ドルの調整意識、いったん戻すも議事録後軟調
忙しい人のサマリー
ドルの調整意識、いったん戻すも議事録後軟調
リスク警戒の動きも続く、ユーロは新政権への警戒も
トルコ中銀、緊急利上げ。リラ安を防衛へ
【東京市場】調整が優勢、一時110円30銭台
ドル円が110円30銭台を付けるなど、ドル高に対する調整の動きが強まった。
前日の海外市場ではロンドン市場で111円台を付けた後、値を落とす展開に。大きな材料が出たわけではなく、ポジション調整の動きなどが優勢となった。
その後東京朝を迎えてドル売り円買いが加速した。7時過ぎにトルコリラが急落。ドルリラが4.67近辺からすぐに4.82を付けるいわゆるフラッシュクラッシュ的なリラ売りが見られ、トルコリラ円も23円70銭近辺から23円割れに。その後値をある程度戻したがリラ安の流れは継続しており、新興国通貨市場への警戒感からリスク警戒の円買いを誘った。
北朝鮮情勢もドル円の重石となった。NY市場で報じられたトランプ大統領の米朝首脳会談の実現に懐疑的な見方に対して、警戒感のドル売りが広がった。
ユーロドルは1.17台後半でのもみ合い。NY市場でドル安から1.17台後半で堅調な動きとなり、朝方1.1790近辺まで上昇も、その後はリスク警戒の円買いが強まっており、ユーロ円でのユーロ売り円買いもあって若干頭の重い展開に。
【ロンドン市場】調整さらに進み109円60銭近辺へ
円買いの動きが強まり、ドル円は109円60銭割れまで下落。
ユーロ円なども値を落とす展開で、ユーロドルが1.17を割り込むなど、ドル安ではなく、いったんは円高が進行している。
米朝関係やイタリア新政権で新首相指名が滞っていることなどが、リスク警戒の動きを誘った。
ポンドは注目されたCPIが弱く、一気に売りが出る展開に。
元々弱かった前回値と横ばい見込みがさらに鈍化する数字に、今年後半の利上げ期待が後退する展開に。

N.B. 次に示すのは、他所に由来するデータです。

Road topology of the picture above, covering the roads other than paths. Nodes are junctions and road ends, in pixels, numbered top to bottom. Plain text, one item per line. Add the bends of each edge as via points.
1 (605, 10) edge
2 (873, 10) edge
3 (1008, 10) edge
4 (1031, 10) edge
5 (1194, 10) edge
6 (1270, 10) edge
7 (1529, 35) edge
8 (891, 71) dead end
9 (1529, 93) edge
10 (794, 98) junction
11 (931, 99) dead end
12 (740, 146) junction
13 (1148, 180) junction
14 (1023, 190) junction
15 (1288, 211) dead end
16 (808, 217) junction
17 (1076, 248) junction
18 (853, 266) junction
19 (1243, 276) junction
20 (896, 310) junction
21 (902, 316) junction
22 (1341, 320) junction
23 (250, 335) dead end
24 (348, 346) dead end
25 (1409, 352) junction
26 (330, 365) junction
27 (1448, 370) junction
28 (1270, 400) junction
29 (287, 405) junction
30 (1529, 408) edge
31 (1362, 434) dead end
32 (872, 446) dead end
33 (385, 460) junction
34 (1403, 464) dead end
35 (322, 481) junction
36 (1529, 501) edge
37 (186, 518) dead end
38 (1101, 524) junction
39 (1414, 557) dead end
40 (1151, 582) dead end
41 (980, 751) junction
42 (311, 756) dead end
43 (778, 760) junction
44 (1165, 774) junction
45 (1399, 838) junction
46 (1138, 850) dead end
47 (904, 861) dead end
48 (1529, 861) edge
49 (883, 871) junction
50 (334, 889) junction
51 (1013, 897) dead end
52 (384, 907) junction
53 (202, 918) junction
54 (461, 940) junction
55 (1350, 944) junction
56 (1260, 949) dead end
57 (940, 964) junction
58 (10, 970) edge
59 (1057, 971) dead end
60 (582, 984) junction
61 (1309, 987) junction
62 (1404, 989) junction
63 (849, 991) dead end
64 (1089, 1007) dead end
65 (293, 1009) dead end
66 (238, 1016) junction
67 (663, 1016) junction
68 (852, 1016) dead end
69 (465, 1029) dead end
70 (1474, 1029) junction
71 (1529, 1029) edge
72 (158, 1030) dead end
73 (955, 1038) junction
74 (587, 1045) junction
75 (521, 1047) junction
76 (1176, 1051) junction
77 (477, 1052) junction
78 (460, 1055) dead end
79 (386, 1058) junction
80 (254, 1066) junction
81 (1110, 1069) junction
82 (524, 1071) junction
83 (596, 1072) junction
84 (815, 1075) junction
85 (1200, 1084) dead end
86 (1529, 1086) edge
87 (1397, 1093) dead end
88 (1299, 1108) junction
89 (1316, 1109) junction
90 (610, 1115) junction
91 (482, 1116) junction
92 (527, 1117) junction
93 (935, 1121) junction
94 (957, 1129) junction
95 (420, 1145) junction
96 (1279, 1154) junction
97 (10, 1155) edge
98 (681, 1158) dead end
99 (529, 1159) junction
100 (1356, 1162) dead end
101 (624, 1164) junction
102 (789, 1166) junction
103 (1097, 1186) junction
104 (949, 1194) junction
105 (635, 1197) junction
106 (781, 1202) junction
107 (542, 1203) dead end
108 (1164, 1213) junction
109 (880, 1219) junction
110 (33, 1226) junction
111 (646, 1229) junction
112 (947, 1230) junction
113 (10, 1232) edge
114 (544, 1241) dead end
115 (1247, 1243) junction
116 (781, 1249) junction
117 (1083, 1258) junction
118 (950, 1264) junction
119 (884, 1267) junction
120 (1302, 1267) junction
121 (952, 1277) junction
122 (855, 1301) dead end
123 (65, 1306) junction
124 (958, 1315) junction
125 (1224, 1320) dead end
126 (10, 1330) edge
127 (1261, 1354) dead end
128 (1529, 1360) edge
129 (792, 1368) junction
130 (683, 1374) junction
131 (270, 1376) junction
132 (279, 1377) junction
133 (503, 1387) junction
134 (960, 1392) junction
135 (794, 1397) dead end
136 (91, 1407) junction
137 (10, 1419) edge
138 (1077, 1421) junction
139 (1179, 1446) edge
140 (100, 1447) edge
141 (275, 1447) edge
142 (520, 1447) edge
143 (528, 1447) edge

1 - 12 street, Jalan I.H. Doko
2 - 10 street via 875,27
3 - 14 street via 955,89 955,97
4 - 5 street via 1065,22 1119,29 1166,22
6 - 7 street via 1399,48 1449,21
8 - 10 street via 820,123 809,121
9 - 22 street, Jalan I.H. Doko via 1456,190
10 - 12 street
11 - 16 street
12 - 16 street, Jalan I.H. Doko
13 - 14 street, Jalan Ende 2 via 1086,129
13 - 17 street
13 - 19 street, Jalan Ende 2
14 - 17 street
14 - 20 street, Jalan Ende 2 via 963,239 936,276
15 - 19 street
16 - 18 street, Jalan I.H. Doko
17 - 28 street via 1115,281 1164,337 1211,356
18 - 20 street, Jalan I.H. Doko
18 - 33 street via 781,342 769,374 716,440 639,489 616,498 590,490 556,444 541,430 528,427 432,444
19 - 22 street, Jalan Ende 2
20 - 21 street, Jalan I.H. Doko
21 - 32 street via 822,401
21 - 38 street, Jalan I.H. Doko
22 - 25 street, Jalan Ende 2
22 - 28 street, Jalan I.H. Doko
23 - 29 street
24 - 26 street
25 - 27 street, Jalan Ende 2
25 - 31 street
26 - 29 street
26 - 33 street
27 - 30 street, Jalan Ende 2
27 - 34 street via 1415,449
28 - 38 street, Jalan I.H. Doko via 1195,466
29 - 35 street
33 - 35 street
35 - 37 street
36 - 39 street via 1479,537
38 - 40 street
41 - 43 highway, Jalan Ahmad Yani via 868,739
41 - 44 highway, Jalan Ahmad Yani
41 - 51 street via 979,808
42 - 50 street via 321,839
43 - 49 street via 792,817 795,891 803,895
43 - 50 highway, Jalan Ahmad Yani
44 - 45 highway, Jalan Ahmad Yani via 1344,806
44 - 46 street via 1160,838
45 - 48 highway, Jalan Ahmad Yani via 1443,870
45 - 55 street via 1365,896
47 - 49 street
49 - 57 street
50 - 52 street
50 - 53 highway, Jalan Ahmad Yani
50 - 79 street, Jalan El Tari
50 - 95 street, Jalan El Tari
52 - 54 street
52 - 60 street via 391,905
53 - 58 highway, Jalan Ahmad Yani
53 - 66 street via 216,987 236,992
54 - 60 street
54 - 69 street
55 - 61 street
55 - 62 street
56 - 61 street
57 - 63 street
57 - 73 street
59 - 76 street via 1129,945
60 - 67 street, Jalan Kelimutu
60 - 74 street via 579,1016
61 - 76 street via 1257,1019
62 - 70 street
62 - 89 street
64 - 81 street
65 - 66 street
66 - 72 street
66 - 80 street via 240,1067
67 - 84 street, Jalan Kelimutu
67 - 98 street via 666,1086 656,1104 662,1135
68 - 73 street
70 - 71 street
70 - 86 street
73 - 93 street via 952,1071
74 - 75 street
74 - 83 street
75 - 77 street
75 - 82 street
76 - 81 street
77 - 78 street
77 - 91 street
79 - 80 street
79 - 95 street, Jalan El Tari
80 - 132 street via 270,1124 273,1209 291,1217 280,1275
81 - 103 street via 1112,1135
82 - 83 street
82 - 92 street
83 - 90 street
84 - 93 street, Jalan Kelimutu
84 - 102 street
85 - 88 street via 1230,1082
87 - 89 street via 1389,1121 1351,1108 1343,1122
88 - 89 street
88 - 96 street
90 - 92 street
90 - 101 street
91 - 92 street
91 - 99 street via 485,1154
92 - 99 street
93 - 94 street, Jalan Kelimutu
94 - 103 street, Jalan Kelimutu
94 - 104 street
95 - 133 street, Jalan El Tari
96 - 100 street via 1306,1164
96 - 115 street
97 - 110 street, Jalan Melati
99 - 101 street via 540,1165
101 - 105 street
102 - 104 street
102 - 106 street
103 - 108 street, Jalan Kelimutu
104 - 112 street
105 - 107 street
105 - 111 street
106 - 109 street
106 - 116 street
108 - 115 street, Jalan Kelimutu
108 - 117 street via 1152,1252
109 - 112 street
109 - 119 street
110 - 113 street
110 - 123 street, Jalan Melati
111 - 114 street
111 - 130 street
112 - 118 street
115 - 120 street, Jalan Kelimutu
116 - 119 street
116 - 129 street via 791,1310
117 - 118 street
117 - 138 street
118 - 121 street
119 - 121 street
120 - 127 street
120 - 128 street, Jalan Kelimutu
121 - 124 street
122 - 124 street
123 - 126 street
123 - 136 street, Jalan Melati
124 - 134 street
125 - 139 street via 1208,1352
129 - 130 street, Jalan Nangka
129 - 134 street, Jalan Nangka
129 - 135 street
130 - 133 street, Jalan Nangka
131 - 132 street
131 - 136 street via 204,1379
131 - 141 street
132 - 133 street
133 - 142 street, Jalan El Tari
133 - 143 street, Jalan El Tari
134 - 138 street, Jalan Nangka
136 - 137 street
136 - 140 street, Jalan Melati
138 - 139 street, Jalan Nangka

リラ売りが加速。東京朝の下げからいったんは落ち着いていたが、ロンドン朝に売りが加速し、東京朝の水準を超え、ドルリラは4.92台半ばへ
【NY市場】FOMC議事録でドル重い、トルコは緊急利上げ
いったん調整の動きでドル円は110円30銭近辺まで回復。行き過ぎ感もあって、いったん大きく値を戻す展開に。

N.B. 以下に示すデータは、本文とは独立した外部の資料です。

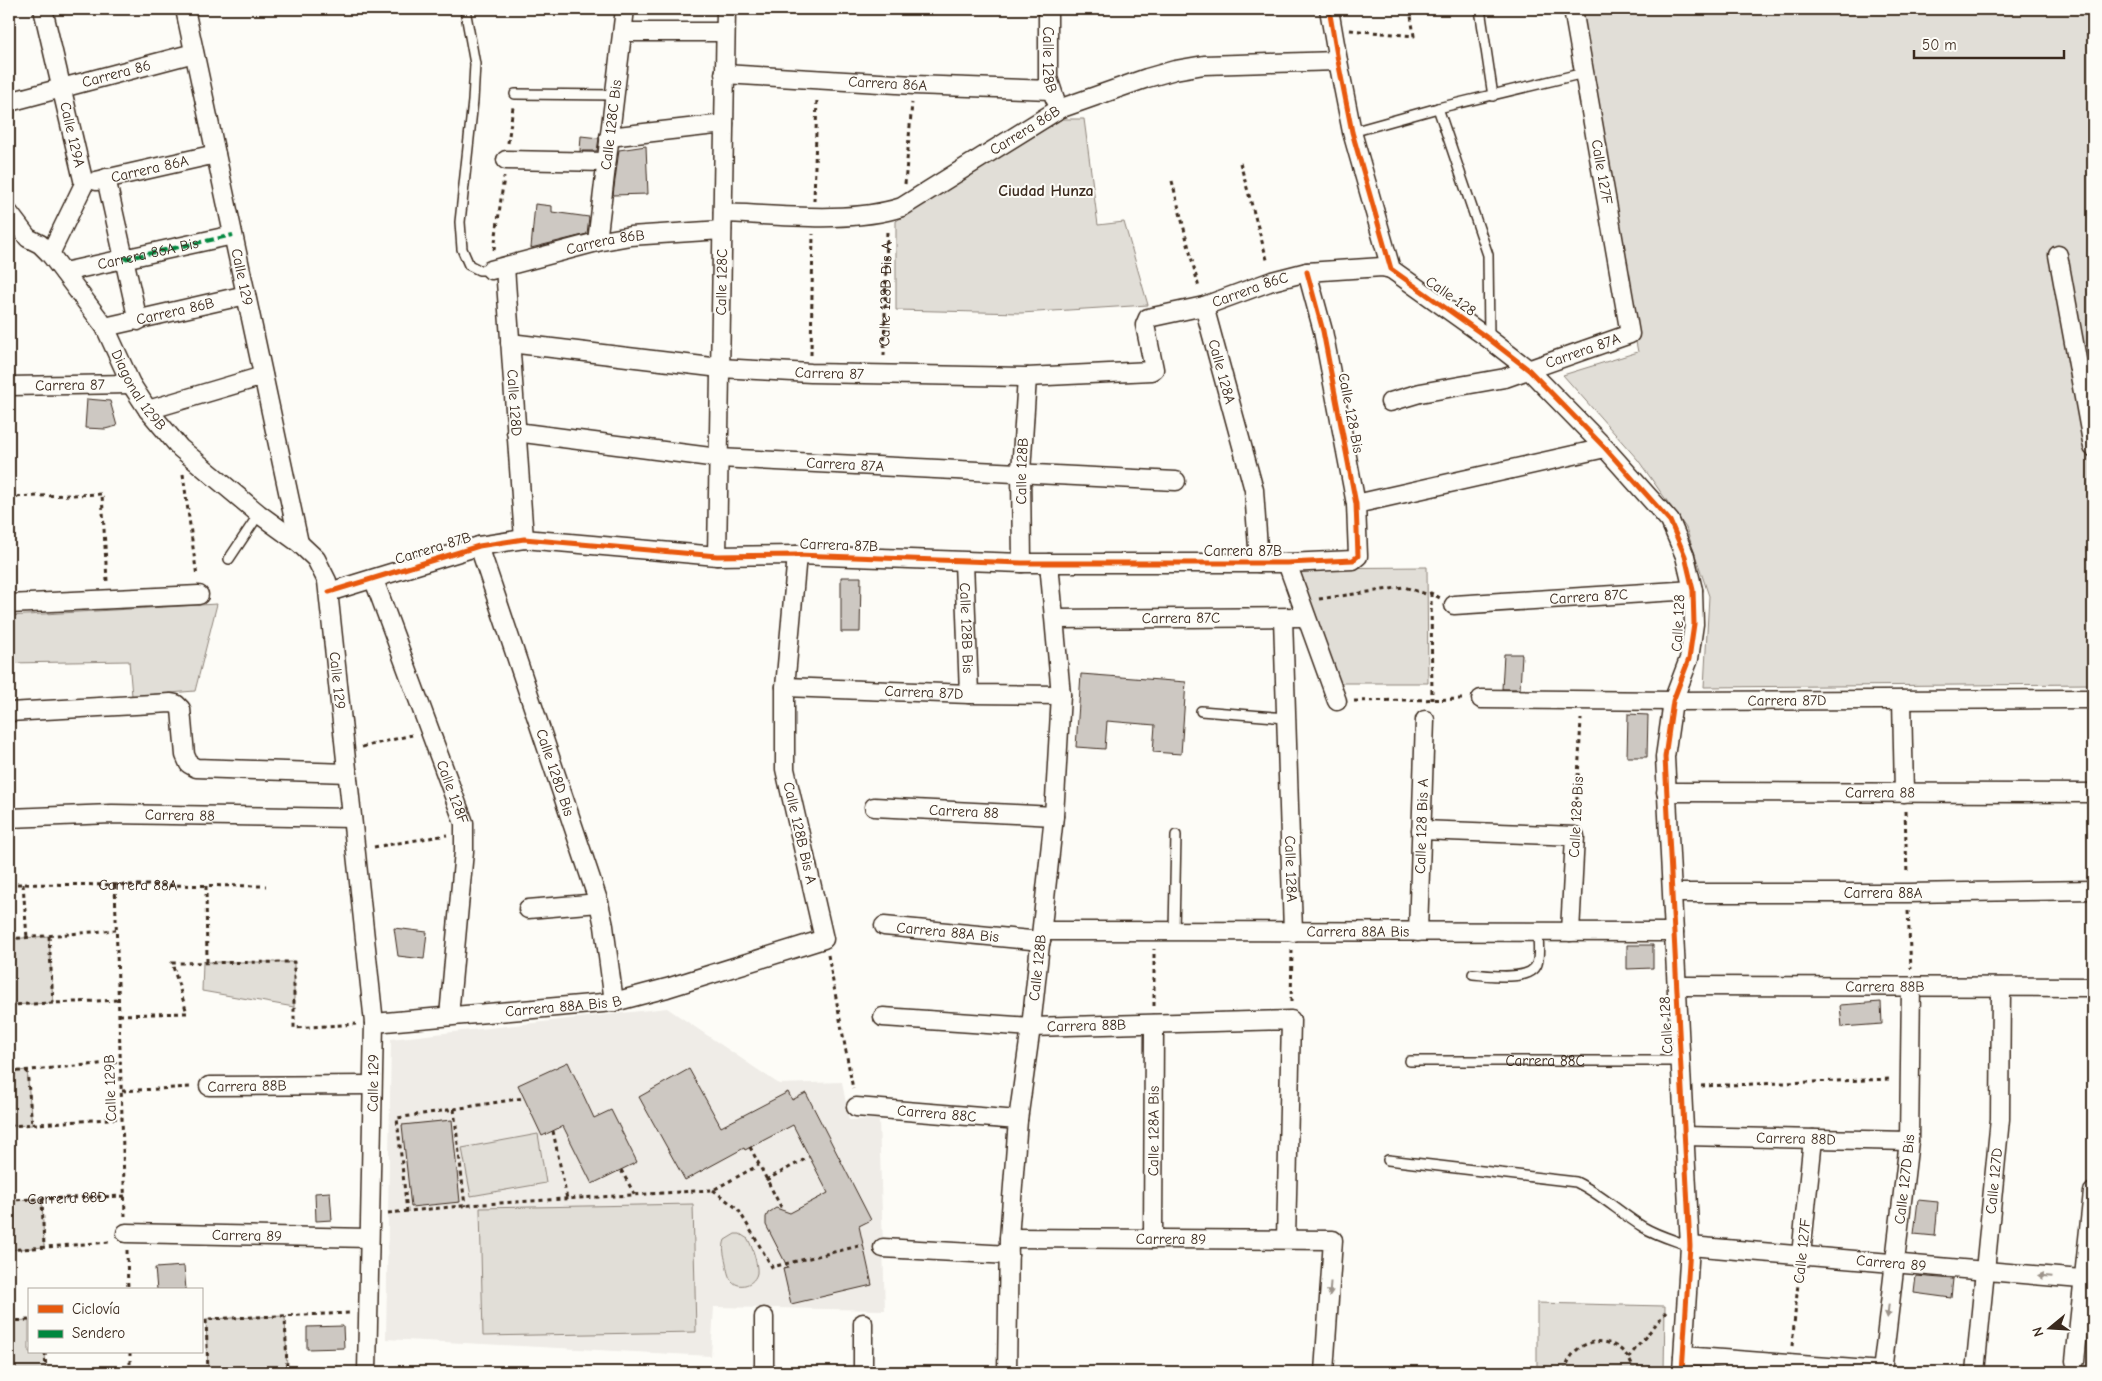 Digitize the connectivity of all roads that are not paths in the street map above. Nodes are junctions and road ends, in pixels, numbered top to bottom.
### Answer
1 (43, 9) edge
2 (185, 9) edge
3 (465, 9) edge
4 (625, 9) edge
5 (726, 9) edge
6 (1048, 9) edge
7 (1330, 9) edge
8 (1480, 9) edge
9 (1573, 9) edge
10 (622, 32) junction
11 (725, 32) junction
12 (194, 53) junction
13 (1338, 61) junction
14 (1584, 73) junction
15 (724, 74) junction
16 (61, 87) junction
17 (1050, 90) junction
18 (515, 94) road end
19 (615, 95) junction
20 (1493, 96) junction
21 (9, 102) edge
22 (1438, 108) junction
23 (1059, 109) junction
24 (724, 124) junction
25 (1352, 132) junction
26 (609, 137) junction
27 (216, 154) junction
28 (506, 160) road end
29 (606, 162) junction
30 (106, 178) junction
31 (84, 184) junction
32 (9, 213) edge
33 (722, 222) junction
34 (9, 234) edge
35 (233, 235) junction
36 (28, 238) junction
37 (597, 242) junction
38 (50, 254) junction
39 (2058, 254) dead end
40 (124, 259) junction
41 (498, 269) junction
42 (1391, 269) junction
43 (64, 272) junction
44 (1307, 272) junction
45 (246, 295) junction
46 (1204, 306) junction
47 (138, 321) junction
48 (105, 327) junction
49 (1629, 335) joint
50 (1490, 339) junction
51 (510, 344) junction
52 (720, 368) junction
53 (1529, 370) junction
54 (1151, 371) joint
55 (263, 376) junction
56 (1027, 377) junction
57 (131, 384) junction
58 (9, 386) edge
59 (1390, 402) dead end
60 (148, 410) junction
61 (516, 432) junction
62 (2093, 447) edge
63 (1606, 448) junction
64 (718, 458) junction
65 (1021, 472) junction
66 (1176, 481) dead end
67 (1356, 504) junction
68 (259, 514) junction
69 (524, 539) junction
70 (299, 543) junction
71 (479, 546) junction
72 (797, 555) junction
73 (717, 556) junction
74 (1356, 558) joint
75 (229, 560) dead end
76 (964, 562) junction
77 (1022, 563) junction
78 (1049, 563) junction
79 (1259, 563) junction
80 (1287, 563) junction
81 (374, 580) junction
82 (1694, 590) junction
83 (329, 592) junction
84 (199, 595) road end
85 (9, 604) edge
86 (1454, 605) dead end
87 (1304, 609) junction
88 (1283, 618) junction
89 (1055, 619) junction
90 (785, 687) junction
91 (969, 694) junction
92 (1061, 695) junction
93 (1481, 698) road end
94 (2093, 699) edge
95 (1902, 700) junction
96 (1337, 701) road end
97 (1673, 701) junction
98 (9, 712) edge
99 (1201, 712) dead end
100 (1286, 718) junction
101 (1425, 720) dead end
102 (348, 773) junction
103 (1666, 792) junction
104 (1904, 793) junction
105 (2093, 793) edge
106 (874, 807) dead end
107 (1054, 816) junction
108 (9, 818) edge
109 (352, 818) junction
110 (1421, 830) junction
111 (1176, 835) dead end
112 (2093, 890) edge
113 (1673, 893) junction
114 (599, 903) junction
115 (528, 909) dead end
116 (884, 926) dead end
117 (1174, 931) junction
118 (1293, 932) junction
119 (1418, 932) junction
120 (1538, 932) junction
121 (1570, 932) junction
122 (1674, 932) junction
123 (1041, 936) junction
124 (824, 939) joint
125 (1473, 974) dead end
126 (1677, 986) junction
127 (1911, 987) junction
128 (2001, 987) junction
129 (2093, 987) edge
130 (614, 1002) junction
131 (448, 1016) junction
132 (883, 1017) dead end
133 (374, 1023) junction
134 (1154, 1024) junction
135 (1031, 1027) junction
136 (1410, 1061) dead end
137 (1680, 1061) junction
138 (372, 1085) junction
139 (209, 1086) road end
140 (856, 1107) road end
141 (1018, 1120) junction
142 (1684, 1136) junction
143 (1813, 1139) junction
144 (1909, 1140) junction
145 (1388, 1160) dead end
146 (2093, 1192) edge
147 (126, 1237) road end
148 (369, 1238) junction
149 (1009, 1238) junction
150 (1153, 1239) junction
151 (1286, 1240) junction
152 (1690, 1246) junction
153 (883, 1248) dead end
154 (1009, 1255) junction
155 (1801, 1255) junction
156 (1893, 1263) junction
157 (1985, 1271) junction
158 (2089, 1279) edge
159 (764, 1317) dead end
160 (863, 1323) dead end
161 (2075, 1361) dead end
162 (1683, 1364) edge
163 (367, 1372) edge
164 (764, 1372) edge
165 (862, 1372) edge
166 (1006, 1372) edge
167 (1324, 1372) edge
168 (1882, 1372) edge
169 (1976, 1372) edge

1 - 16 street, Calle 129A
2 - 12 street, Calle 129
3 - 41 lane
4 - 10 street, Calle 128C Bis
5 - 11 street, Calle 128C
6 - 17 street, Calle 128B
7 - 13 street
8 - 20 lane
9 - 14 street, Calle 127F
10 - 11 street
10 - 19 street, Calle 128C Bis
11 - 15 street, Calle 128C
12 - 16 street, Carrera 86
12 - 27 street, Calle 129
13 - 23 street, Carrera 86B
13 - 25 street
14 - 20 lane
14 - 49 street, Calle 127F
15 - 17 street, Carrera 86A
15 - 24 street, Calle 128C
16 - 21 street, Carrera 86
16 - 31 street, Calle 129A
17 - 23 street, Calle 128B
18 - 19 lane
19 - 26 street, Calle 128C Bis
20 - 22 lane
22 - 25 lane
22 - 50 lane
23 - 33 street, Carrera 86B
24 - 26 street
24 - 33 street, Calle 128C
25 - 42 street
26 - 29 street, Calle 128C Bis
27 - 30 street, Carrera 86A
27 - 35 street, Calle 129
28 - 29 street
29 - 37 street, Calle 128C Bis
30 - 31 street, Carrera 86A
30 - 40 street
31 - 38 street, Calle 129A
32 - 36 street, Diagonal 129B
33 - 37 street, Carrera 86B
33 - 52 street, Calle 128C
34 - 36 street
35 - 40 street, Carrera 86A Bis
35 - 45 street, Calle 129
36 - 38 street, Diagonal 129B
37 - 41 street, Carrera 86B
38 - 43 street, Diagonal 129B
39 - 62 street
40 - 43 street, Carrera 86A Bis
40 - 47 street
41 - 51 street, Calle 128D
42 - 44 street, Carrera 86C
42 - 50 street, Calle 128
43 - 48 street, Diagonal 129B
44 - 46 street, Carrera 86C
44 - 67 street, Calle 128 Bis
45 - 47 street, Carrera 86B
45 - 55 street, Calle 129
46 - 54 street, Carrera 86C
46 - 79 street, Calle 128A
47 - 48 street, Carrera 86B
48 - 57 street, Diagonal 129B
49 - 53 street, Carrera 87A
50 - 53 street, Calle 128
51 - 52 street, Carrera 87
51 - 61 street, Calle 128D
52 - 56 street, Carrera 87
52 - 64 street, Calle 128C
53 - 59 street, Carrera 87A
53 - 63 street, Calle 128
54 - 56 street, Carrera 87
55 - 60 street
55 - 70 street, Calle 129
56 - 65 street, Calle 128B
57 - 58 street, Carrera 87
57 - 60 street, Diagonal 129B
60 - 68 street, Diagonal 129B
61 - 64 street, Carrera 87A
61 - 69 street, Calle 128D
63 - 67 street
63 - 82 street, Calle 128
64 - 65 street, Carrera 87A
64 - 73 street, Calle 128C
65 - 66 street, Carrera 87A
65 - 77 street, Calle 128B
67 - 74 street, Calle 128 Bis
68 - 70 street, Diagonal 129B
68 - 75 lane
69 - 71 street, Carrera 87B
69 - 73 street, Carrera 87B
70 - 83 street, Calle 129
71 - 81 street, Carrera 87B
71 - 114 street, Calle 128D Bis
72 - 73 street, Carrera 87B
72 - 76 street, Carrera 87B
72 - 90 street, Calle 128B Bis A
74 - 80 street, Carrera 87B
76 - 77 street, Carrera 87B
76 - 91 street, Calle 128B Bis
77 - 78 street, Carrera 87B
78 - 79 street, Carrera 87B
78 - 89 street, Calle 128B
79 - 80 street, Carrera 87B
80 - 87 street
81 - 83 street, Carrera 87B
81 - 131 street, Calle 128F
82 - 86 street, Carrera 87C
82 - 97 street, Calle 128
83 - 102 street, Calle 129
84 - 85 street
87 - 88 street, Carrera 87C
87 - 96 street
88 - 89 street, Carrera 87C
88 - 100 street, Calle 128A
89 - 92 street, Calle 128B
90 - 91 street, Carrera 87D
90 - 124 street, Calle 128B Bis A
91 - 92 street, Carrera 87D
92 - 107 street, Calle 128B
93 - 97 street, Carrera 87D
94 - 95 street, Carrera 87D
95 - 97 street, Carrera 87D
95 - 104 street
97 - 103 street, Calle 128
98 - 102 street
99 - 100 lane
100 - 118 street, Calle 128A
101 - 110 street, Calle 128 Bis A
102 - 109 street, Calle 129
103 - 104 street, Carrera 88
103 - 113 street, Calle 128
104 - 105 street, Carrera 88
106 - 107 street, Carrera 88
107 - 123 street, Calle 128B
108 - 109 street, Carrera 88
109 - 133 street, Calle 129
110 - 119 street, Calle 128 Bis A
110 - 121 street, Calle 128 Bis
111 - 117 lane
112 - 113 street, Carrera 88A
113 - 122 street, Calle 128
114 - 115 street
114 - 130 street, Calle 128D Bis
116 - 123 street, Carrera 88A Bis
117 - 118 street, Carrera 88A Bis
117 - 123 street, Carrera 88A Bis
118 - 119 street, Carrera 88A Bis
119 - 120 street, Carrera 88A Bis
120 - 121 street, Carrera 88A Bis
120 - 125 lane
121 - 122 street, Carrera 88A Bis
122 - 126 street, Calle 128
123 - 135 street, Calle 128B
124 - 130 street, Carrera 88A Bis B
126 - 127 street, Carrera 88B
126 - 137 street, Calle 128
127 - 128 street, Carrera 88B
127 - 144 street, Calle 127D Bis
128 - 129 street, Carrera 88B
128 - 157 street, Calle 127D
130 - 131 street, Carrera 88A Bis B
131 - 133 street, Carrera 88A Bis B
132 - 135 street, Carrera 88B
133 - 138 street, Calle 129
134 - 135 street, Carrera 88B
134 - 150 street, Calle 128A Bis
134 - 151 street, Carrera 88B
135 - 141 street, Calle 128B
136 - 137 lane, Carrera 88C
137 - 142 street, Calle 128
138 - 139 street, Carrera 88B
138 - 148 street, Calle 129
140 - 141 street, Carrera 88C
141 - 149 street, Calle 128B
142 - 143 street, Carrera 88D
142 - 152 street, Calle 128
143 - 144 street, Carrera 88D
143 - 155 street, Calle 127F
144 - 156 street, Calle 127D Bis
145 - 152 lane
146 - 158 street
147 - 148 street, Carrera 89
148 - 163 street, Calle 129
149 - 150 street, Carrera 89
149 - 154 street, Calle 128B
150 - 151 street, Carrera 89
151 -> 167 street, Carrera 89
152 - 155 street, Carrera 89
152 - 162 street, Calle 128
153 - 154 street
154 - 166 street, Calle 128B
155 - 156 street, Carrera 89
156 - 157 street, Carrera 89
156 -> 168 street, Calle 127D Bis
158 -> 157 street, Carrera 89
157 - 169 street, Calle 127D
158 - 161 street
159 - 164 street
160 - 165 street
162 - 168 street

もっともFOMC議事録を受けて再びドル売りで110円ちょうど近辺でのもみ合いに。
内容はほぼ事前予想通りで、次回6月の利上げにも前向きとなったが、インフレの緩やかなオーバーシュートを肯定したことなどが、利上げペースの加速期待を後退させる形でドル売りにつながった。
トルコ中銀は緊急利上げを実施。
現在実質上の政策金利として取り扱われている後期流動性金利について、13.50%から一気に3.00%引き上げて16.50%とした。
声明では物価安定のため強力な金融引き締めを決めたとしている。
この結果を受けて、一気にリラ買いが進み、火曜日朝のリラ安の加速が始まる前の水準まで値を戻した。
【本日の見通し】調整意識もドル買い継続
いったん調整が大きく進んだ後を受けての展開。
流れはまだ上方向で、あくまで調整という意識が強い。
昨日のFOMC議事録はほぼ想定内も、インフレの緩やかなオーバーシュートであれば、有益な可能性が指摘されるなど、今後の利上げペースについてはゆっくりとの姿勢が意識された。
これによりドルは若干売りが出る格好に。
こうした流れをうけて、ドル円は頭の重い展開が見込まれるところ。
もっとも、中期的な流れは変わらず、下がったところでは買いが出る展開に。
【本日の戦略】109円台での押し目狙い
109円台はいったん買いに回りたいところ。
もっとも、109円50銭を割り込むようだと、方向性が見えにくいだけに、
いったん様子見の動きも。
デイトレは110円ばさみのレンジ取引が基本となりそう。
頭の重さを確認しながらの展開か。